大好きなキミのこと、ぜんぶ知りたい【完】





「千尋の友達?」

「うん、一人だけ。水嶋っていう同じクラスのやつ。他のやつはあんまり知らない」



あのゆるい話し方をする男の子は、水嶋君っていうらしい。

あまり感じのいい人ではなかったけど、鼻もすらりと高かったし、きれいな目をしていたから、千尋と同じくらい女の子に人気がありそうだ。




「なんか、モテそうだね」

「水嶋?」

「うん。

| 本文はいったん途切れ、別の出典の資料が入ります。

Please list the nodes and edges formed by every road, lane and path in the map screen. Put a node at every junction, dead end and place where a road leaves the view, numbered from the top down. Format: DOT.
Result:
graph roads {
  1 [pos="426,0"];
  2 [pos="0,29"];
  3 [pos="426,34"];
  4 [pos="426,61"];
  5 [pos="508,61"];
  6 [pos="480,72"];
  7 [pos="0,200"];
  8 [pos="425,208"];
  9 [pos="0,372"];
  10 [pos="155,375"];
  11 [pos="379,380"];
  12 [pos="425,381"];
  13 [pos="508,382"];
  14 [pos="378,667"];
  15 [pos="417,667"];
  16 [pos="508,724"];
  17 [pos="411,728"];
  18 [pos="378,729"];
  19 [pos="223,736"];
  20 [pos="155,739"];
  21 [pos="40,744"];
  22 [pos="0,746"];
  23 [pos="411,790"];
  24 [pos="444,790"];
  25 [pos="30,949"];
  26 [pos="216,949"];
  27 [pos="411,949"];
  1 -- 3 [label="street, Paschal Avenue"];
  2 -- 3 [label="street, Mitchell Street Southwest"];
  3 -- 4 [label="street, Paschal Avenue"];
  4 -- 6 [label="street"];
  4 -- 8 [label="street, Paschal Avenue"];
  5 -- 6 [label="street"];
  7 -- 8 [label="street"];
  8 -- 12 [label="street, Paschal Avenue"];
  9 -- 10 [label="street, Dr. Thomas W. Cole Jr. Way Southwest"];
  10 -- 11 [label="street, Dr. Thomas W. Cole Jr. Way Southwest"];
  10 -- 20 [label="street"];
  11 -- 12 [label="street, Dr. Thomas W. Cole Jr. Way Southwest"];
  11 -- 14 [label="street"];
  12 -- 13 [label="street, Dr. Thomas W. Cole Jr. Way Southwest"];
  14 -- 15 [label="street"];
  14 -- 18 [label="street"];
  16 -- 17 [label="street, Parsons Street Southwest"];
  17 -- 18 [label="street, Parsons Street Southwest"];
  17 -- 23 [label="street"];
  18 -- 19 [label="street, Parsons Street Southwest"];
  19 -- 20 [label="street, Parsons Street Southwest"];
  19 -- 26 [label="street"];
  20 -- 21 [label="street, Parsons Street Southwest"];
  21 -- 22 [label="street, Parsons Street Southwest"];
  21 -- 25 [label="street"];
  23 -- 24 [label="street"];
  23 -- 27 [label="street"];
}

顔かっこいいし」



……ていっても、私は全くタイプではないんだけどね。

そう心の内思いながら言った言葉は、つまらない社交辞令みたいになってしまった。




「ーー紹介してあげよっか?」




千尋が私の頭にポンッと手をおいて、にやりと笑う。

私は悪巧みをしていそうなやつの顔を見上げて、睨んでおいた。




「いい、間に合ってる」

「はは、どこが?」




隙あれば私を馬鹿にしたい千尋と、そういう隙をつくってしまう私。


水嶋君はタイプじゃないし、そもそも水嶋君が私を気に入るとも思えない。
千尋が紹介したところで、うまくいかないにきまってる。